▶ **TASK DIRECTIONS**
Retype all data exactly as given. Pictures should not be retyped.

====== SOURCE MATERIAL ======

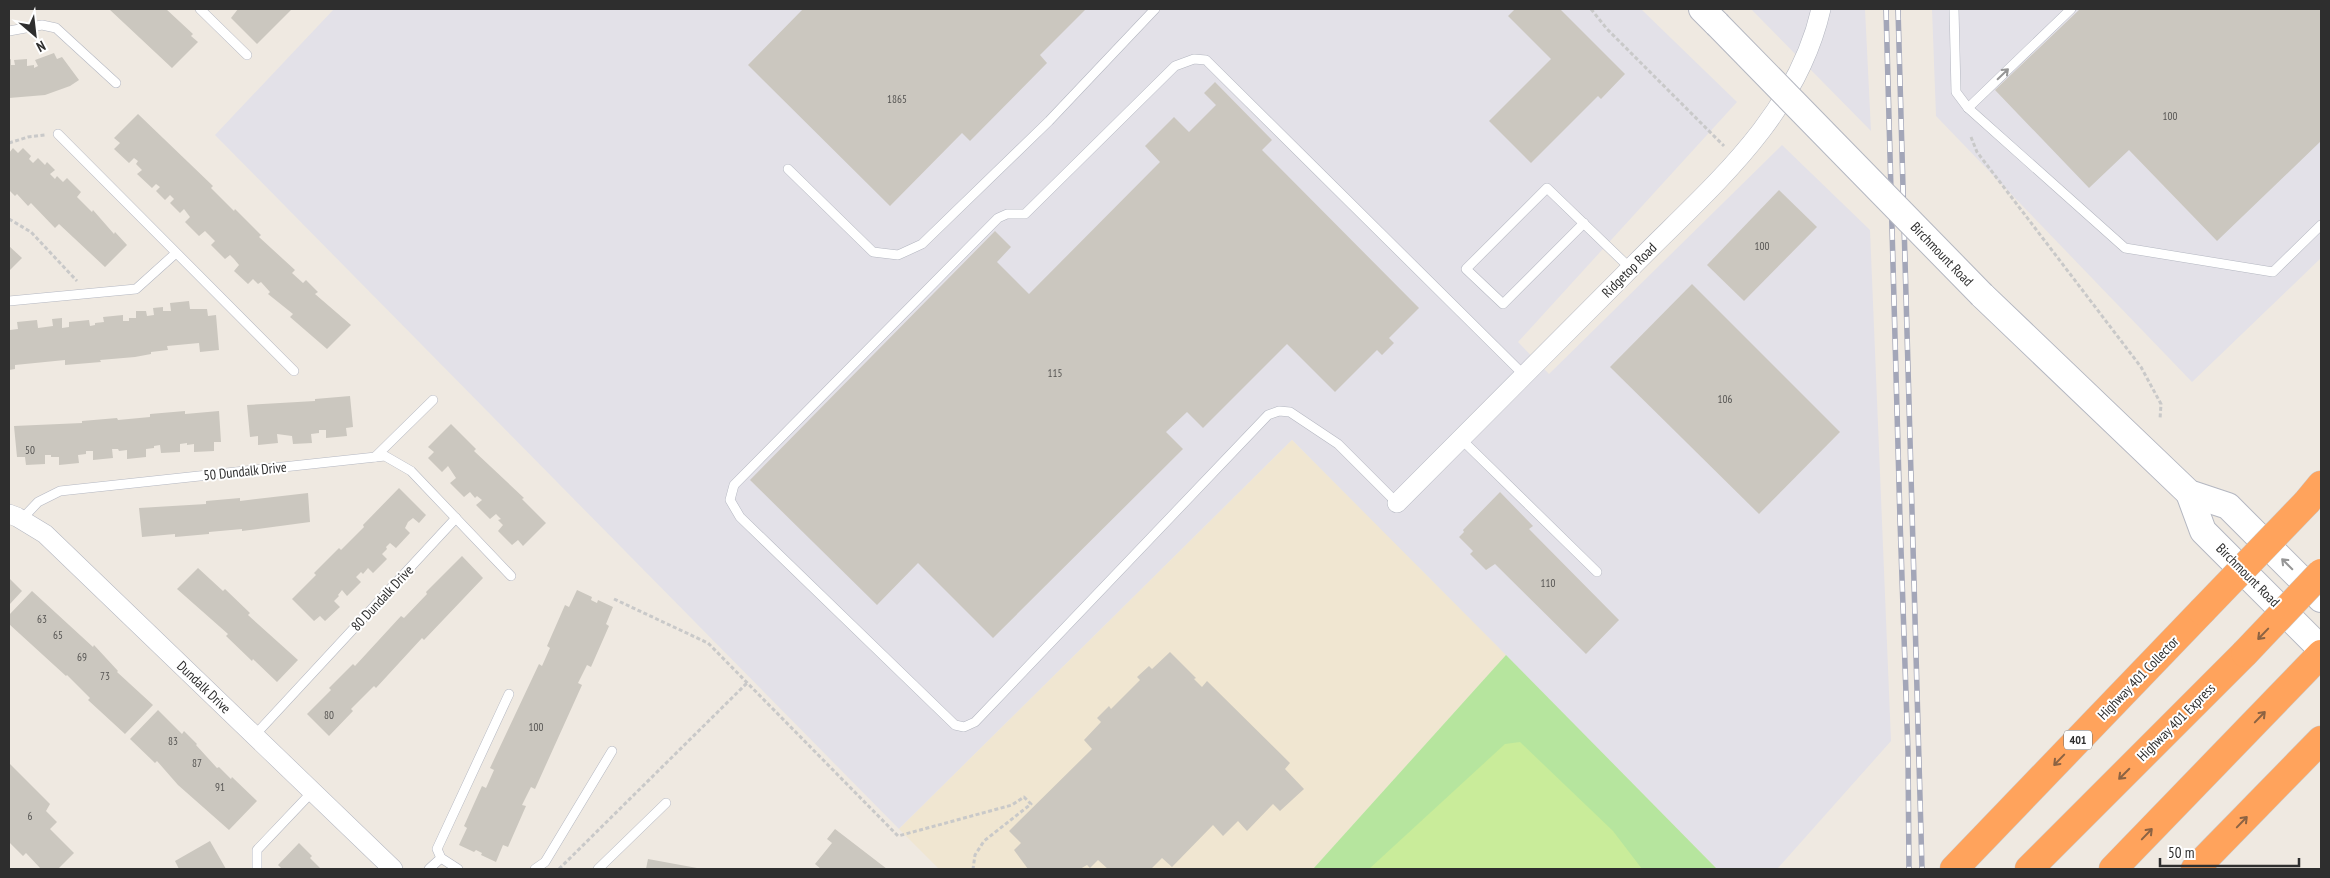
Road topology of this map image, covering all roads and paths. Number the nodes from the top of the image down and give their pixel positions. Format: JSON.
{"nodes":[{"id":1,"x":201,"y":9,"type":"edge"},
{"id":2,"x":1155,"y":9,"type":"edge"},
{"id":3,"x":1591,"y":9,"type":"edge"},
{"id":4,"x":1821,"y":9,"type":"edge"},
{"id":5,"x":1954,"y":9,"type":"edge"},
{"id":6,"x":2071,"y":9,"type":"edge"},
{"id":7,"x":1710,"y":16,"type":"edge"},
{"id":8,"x":9,"y":31,"type":"edge"},
{"id":9,"x":247,"y":55,"type":"dead end"},
{"id":10,"x":116,"y":83,"type":"dead end"},
{"id":11,"x":1968,"y":108,"type":"junction"},
{"id":12,"x":58,"y":134,"type":"joint"},
{"id":13,"x":1971,"y":137,"type":"dead end"},
{"id":14,"x":9,"y":143,"type":"edge"},
{"id":15,"x":1738,"y":160,"type":"junction"},
{"id":16,"x":788,"y":169,"type":"dead end"},
{"id":17,"x":9,"y":219,"type":"edge"},
{"id":18,"x":1584,"y":223,"type":"junction"},
{"id":19,"x":2321,"y":225,"type":"edge"},
{"id":20,"x":176,"y":253,"type":"junction"},
{"id":21,"x":1630,"y":268,"type":"junction"},
{"id":22,"x":85,"y":295,"type":"junction"},
{"id":23,"x":9,"y":301,"type":"edge"},
{"id":24,"x":294,"y":371,"type":"dead end"},
{"id":25,"x":1525,"y":376,"type":"junction"},
{"id":26,"x":433,"y":400,"type":"dead end"},
{"id":27,"x":2160,"y":419,"type":"dead end"},
{"id":28,"x":1462,"y":439,"type":"junction"},
{"id":29,"x":375,"y":458,"type":"junction"},
{"id":30,"x":2190,"y":493,"type":"junction"},
{"id":31,"x":2314,"y":494,"type":"edge"},
{"id":32,"x":1397,"y":503,"type":"joint"},
{"id":33,"x":15,"y":517,"type":"edge"},
{"id":34,"x":456,"y":518,"type":"junction"},
{"id":35,"x":1596,"y":572,"type":"dead end"},
{"id":36,"x":2321,"y":573,"type":"edge"},
{"id":37,"x":511,"y":576,"type":"dead end"},
{"id":38,"x":614,"y":599,"type":"dead end"},
{"id":39,"x":2321,"y":599,"type":"edge"},
{"id":40,"x":2321,"y":649,"type":"edge"},
{"id":41,"x":2321,"y":654,"type":"edge"},
{"id":42,"x":747,"y":683,"type":"junction"},
{"id":43,"x":509,"y":694,"type":"dead end"},
{"id":44,"x":254,"y":736,"type":"junction"},
{"id":45,"x":2321,"y":740,"type":"edge"},
{"id":46,"x":612,"y":751,"type":"dead end"},
{"id":47,"x":312,"y":792,"type":"junction"},
{"id":48,"x":666,"y":803,"type":"dead end"},
{"id":49,"x":441,"y":858,"type":"junction"},
{"id":50,"x":257,"y":869,"type":"edge"},
{"id":51,"x":393,"y":869,"type":"edge"},
{"id":52,"x":429,"y":869,"type":"edge"},
{"id":53,"x":458,"y":869,"type":"edge"},
{"id":54,"x":535,"y":869,"type":"edge"},
{"id":55,"x":559,"y":869,"type":"edge"},
{"id":56,"x":598,"y":869,"type":"edge"},
{"id":57,"x":972,"y":869,"type":"edge"},
{"id":58,"x":1954,"y":869,"type":"edge"},
{"id":59,"x":2029,"y":869,"type":"edge"},
{"id":60,"x":2113,"y":869,"type":"edge"},
{"id":61,"x":2195,"y":869,"type":"edge"}],
"edges":[{"from":1,"to":9,"type":"lane"},
{"from":2,"to":16,"type":"lane"},
{"from":3,"to":15,"type":"path"},
{"from":4,"to":15,"type":"street","name":"Ridgetop Road"},
{"from":5,"to":11,"type":"lane"},
{"from":11,"to":6,"type":"lane","one_way":true},
{"from":7,"to":30,"type":"main road","name":"Birchmount Road","bridge":true},
{"from":8,"to":10,"type":"lane"},
{"from":11,"to":19,"type":"lane"},
{"from":12,"to":14,"type":"path"},
{"from":12,"to":20,"type":"lane"},
{"from":13,"to":27,"type":"path"},
{"from":15,"to":21,"type":"street","name":"Ridgetop Road"},
{"from":17,"to":22,"type":"path"},
{"from":18,"to":18,"type":"lane"},
{"from":18,"to":21,"type":"lane"},
{"from":20,"to":22,"type":"lane"},
{"from":20,"to":24,"type":"lane"},
{"from":21,"to":25,"type":"street","name":"Ridgetop Road"},
{"from":22,"to":23,"type":"lane"},
{"from":25,"to":28,"type":"street","name":"Ridgetop Road"},
{"from":25,"to":32,"type":"lane"},
{"from":26,"to":29,"type":"lane"},
{"from":28,"to":32,"type":"street","name":"Ridgetop Road"},
{"from":28,"to":35,"type":"lane"},
{"from":29,"to":33,"type":"lane","name":"50 Dundalk Drive"},
{"from":29,"to":34,"type":"lane","name":"50 Dundalk Drive"},
{"from":39,"to":30,"type":"main road","name":"Birchmount Road","one_way":true},
{"from":30,"to":40,"type":"main road","name":"Birchmount Road"},
{"from":31,"to":58,"type":"highway","name":"Highway 401 Collector","number":"401","one_way":true,"bridge":true},
{"from":33,"to":44,"type":"street","name":"Dundalk Drive"},
{"from":34,"to":37,"type":"lane"},
{"from":34,"to":44,"type":"lane","name":"80 Dundalk Drive"},
{"from":36,"to":59,"type":"highway","name":"Highway 401 Express","one_way":true,"bridge":true},
{"from":38,"to":42,"type":"path"},
{"from":60,"to":41,"type":"highway","one_way":true},
{"from":42,"to":55,"type":"path"},
{"from":42,"to":57,"type":"path"},
{"from":43,"to":49,"type":"lane"},
{"from":44,"to":47,"type":"street","name":"Dundalk Drive"},
{"from":61,"to":45,"type":"highway","one_way":true},
{"from":46,"to":54,"type":"lane"},
{"from":47,"to":50,"type":"lane"},
{"from":47,"to":51,"type":"street","name":"Dundalk Drive"},
{"from":48,"to":56,"type":"lane"},
{"from":49,"to":52,"type":"lane"},
{"from":49,"to":53,"type":"lane"}]}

======

▶ **ANSWER AREA**
Road topology of this map image, covering all roads and paths. Number the nodes from the top of the image down and give their pixel positions. Format: JSON.
{"nodes":[{"id":1,"x":201,"y":9,"type":"edge"},
{"id":2,"x":1155,"y":9,"type":"edge"},
{"id":3,"x":1591,"y":9,"type":"edge"},
{"id":4,"x":1821,"y":9,"type":"edge"},
{"id":5,"x":1954,"y":9,"type":"edge"},
{"id":6,"x":2071,"y":9,"type":"edge"},
{"id":7,"x":1710,"y":16,"type":"edge"},
{"id":8,"x":9,"y":31,"type":"edge"},
{"id":9,"x":247,"y":55,"type":"dead end"},
{"id":10,"x":116,"y":83,"type":"dead end"},
{"id":11,"x":1968,"y":108,"type":"junction"},
{"id":12,"x":58,"y":134,"type":"joint"},
{"id":13,"x":1971,"y":137,"type":"dead end"},
{"id":14,"x":9,"y":143,"type":"edge"},
{"id":15,"x":1738,"y":160,"type":"junction"},
{"id":16,"x":788,"y":169,"type":"dead end"},
{"id":17,"x":9,"y":219,"type":"edge"},
{"id":18,"x":1584,"y":223,"type":"junction"},
{"id":19,"x":2321,"y":225,"type":"edge"},
{"id":20,"x":176,"y":253,"type":"junction"},
{"id":21,"x":1630,"y":268,"type":"junction"},
{"id":22,"x":85,"y":295,"type":"junction"},
{"id":23,"x":9,"y":301,"type":"edge"},
{"id":24,"x":294,"y":371,"type":"dead end"},
{"id":25,"x":1525,"y":376,"type":"junction"},
{"id":26,"x":433,"y":400,"type":"dead end"},
{"id":27,"x":2160,"y":419,"type":"dead end"},
{"id":28,"x":1462,"y":439,"type":"junction"},
{"id":29,"x":375,"y":458,"type":"junction"},
{"id":30,"x":2190,"y":493,"type":"junction"},
{"id":31,"x":2314,"y":494,"type":"edge"},
{"id":32,"x":1397,"y":503,"type":"joint"},
{"id":33,"x":15,"y":517,"type":"edge"},
{"id":34,"x":456,"y":518,"type":"junction"},
{"id":35,"x":1596,"y":572,"type":"dead end"},
{"id":36,"x":2321,"y":573,"type":"edge"},
{"id":37,"x":511,"y":576,"type":"dead end"},
{"id":38,"x":614,"y":599,"type":"dead end"},
{"id":39,"x":2321,"y":599,"type":"edge"},
{"id":40,"x":2321,"y":649,"type":"edge"},
{"id":41,"x":2321,"y":654,"type":"edge"},
{"id":42,"x":747,"y":683,"type":"junction"},
{"id":43,"x":509,"y":694,"type":"dead end"},
{"id":44,"x":254,"y":736,"type":"junction"},
{"id":45,"x":2321,"y":740,"type":"edge"},
{"id":46,"x":612,"y":751,"type":"dead end"},
{"id":47,"x":312,"y":792,"type":"junction"},
{"id":48,"x":666,"y":803,"type":"dead end"},
{"id":49,"x":441,"y":858,"type":"junction"},
{"id":50,"x":257,"y":869,"type":"edge"},
{"id":51,"x":393,"y":869,"type":"edge"},
{"id":52,"x":429,"y":869,"type":"edge"},
{"id":53,"x":458,"y":869,"type":"edge"},
{"id":54,"x":535,"y":869,"type":"edge"},
{"id":55,"x":559,"y":869,"type":"edge"},
{"id":56,"x":598,"y":869,"type":"edge"},
{"id":57,"x":972,"y":869,"type":"edge"},
{"id":58,"x":1954,"y":869,"type":"edge"},
{"id":59,"x":2029,"y":869,"type":"edge"},
{"id":60,"x":2113,"y":869,"type":"edge"},
{"id":61,"x":2195,"y":869,"type":"edge"}],
"edges":[{"from":1,"to":9,"type":"lane"},
{"from":2,"to":16,"type":"lane"},
{"from":3,"to":15,"type":"path"},
{"from":4,"to":15,"type":"street","name":"Ridgetop Road"},
{"from":5,"to":11,"type":"lane"},
{"from":11,"to":6,"type":"lane","one_way":true},
{"from":7,"to":30,"type":"main road","name":"Birchmount Road","bridge":true},
{"from":8,"to":10,"type":"lane"},
{"from":11,"to":19,"type":"lane"},
{"from":12,"to":14,"type":"path"},
{"from":12,"to":20,"type":"lane"},
{"from":13,"to":27,"type":"path"},
{"from":15,"to":21,"type":"street","name":"Ridgetop Road"},
{"from":17,"to":22,"type":"path"},
{"from":18,"to":18,"type":"lane"},
{"from":18,"to":21,"type":"lane"},
{"from":20,"to":22,"type":"lane"},
{"from":20,"to":24,"type":"lane"},
{"from":21,"to":25,"type":"street","name":"Ridgetop Road"},
{"from":22,"to":23,"type":"lane"},
{"from":25,"to":28,"type":"street","name":"Ridgetop Road"},
{"from":25,"to":32,"type":"lane"},
{"from":26,"to":29,"type":"lane"},
{"from":28,"to":32,"type":"street","name":"Ridgetop Road"},
{"from":28,"to":35,"type":"lane"},
{"from":29,"to":33,"type":"lane","name":"50 Dundalk Drive"},
{"from":29,"to":34,"type":"lane","name":"50 Dundalk Drive"},
{"from":39,"to":30,"type":"main road","name":"Birchmount Road","one_way":true},
{"from":30,"to":40,"type":"main road","name":"Birchmount Road"},
{"from":31,"to":58,"type":"highway","name":"Highway 401 Collector","number":"401","one_way":true,"bridge":true},
{"from":33,"to":44,"type":"street","name":"Dundalk Drive"},
{"from":34,"to":37,"type":"lane"},
{"from":34,"to":44,"type":"lane","name":"80 Dundalk Drive"},
{"from":36,"to":59,"type":"highway","name":"Highway 401 Express","one_way":true,"bridge":true},
{"from":38,"to":42,"type":"path"},
{"from":60,"to":41,"type":"highway","one_way":true},
{"from":42,"to":55,"type":"path"},
{"from":42,"to":57,"type":"path"},
{"from":43,"to":49,"type":"lane"},
{"from":44,"to":47,"type":"street","name":"Dundalk Drive"},
{"from":61,"to":45,"type":"highway","one_way":true},
{"from":46,"to":54,"type":"lane"},
{"from":47,"to":50,"type":"lane"},
{"from":47,"to":51,"type":"street","name":"Dundalk Drive"},
{"from":48,"to":56,"type":"lane"},
{"from":49,"to":52,"type":"lane"},
{"from":49,"to":53,"type":"lane"}]}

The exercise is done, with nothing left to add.